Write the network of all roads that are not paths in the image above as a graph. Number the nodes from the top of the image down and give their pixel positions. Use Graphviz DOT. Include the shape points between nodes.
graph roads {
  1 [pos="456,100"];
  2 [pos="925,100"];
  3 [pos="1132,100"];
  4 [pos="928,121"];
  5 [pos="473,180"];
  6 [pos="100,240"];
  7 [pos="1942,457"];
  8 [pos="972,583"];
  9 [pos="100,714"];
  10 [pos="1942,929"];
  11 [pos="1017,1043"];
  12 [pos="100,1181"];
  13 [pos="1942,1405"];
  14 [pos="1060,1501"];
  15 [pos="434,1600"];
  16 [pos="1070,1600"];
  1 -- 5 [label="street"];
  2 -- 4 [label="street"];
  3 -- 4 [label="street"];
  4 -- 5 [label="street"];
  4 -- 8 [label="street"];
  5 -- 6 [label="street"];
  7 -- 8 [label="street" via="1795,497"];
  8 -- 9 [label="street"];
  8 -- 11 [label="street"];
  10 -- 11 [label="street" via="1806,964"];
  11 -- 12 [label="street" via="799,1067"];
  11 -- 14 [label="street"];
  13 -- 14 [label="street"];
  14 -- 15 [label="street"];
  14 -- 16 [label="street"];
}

[Activity]:
Once you have read the records, write every one of them out again exactly.

[Exercise answer]:
Write the network of all roads that are not paths in the image above as a graph. Number the nodes from the top of the image down and give their pixel positions. Use Graphviz DOT. Include the shape points between nodes.
graph roads {
  1 [pos="456,100"];
  2 [pos="925,100"];
  3 [pos="1132,100"];
  4 [pos="928,121"];
  5 [pos="473,180"];
  6 [pos="100,240"];
  7 [pos="1942,457"];
  8 [pos="972,583"];
  9 [pos="100,714"];
  10 [pos="1942,929"];
  11 [pos="1017,1043"];
  12 [pos="100,1181"];
  13 [pos="1942,1405"];
  14 [pos="1060,1501"];
  15 [pos="434,1600"];
  16 [pos="1070,1600"];
  1 -- 5 [label="street"];
  2 -- 4 [label="street"];
  3 -- 4 [label="street"];
  4 -- 5 [label="street"];
  4 -- 8 [label="street"];
  5 -- 6 [label="street"];
  7 -- 8 [label="street" via="1795,497"];
  8 -- 9 [label="street"];
  8 -- 11 [label="street"];
  10 -- 11 [label="street" via="1806,964"];
  11 -- 12 [label="street" via="799,1067"];
  11 -- 14 [label="street"];
  13 -- 14 [label="street"];
  14 -- 15 [label="street"];
  14 -- 16 [label="street"];
}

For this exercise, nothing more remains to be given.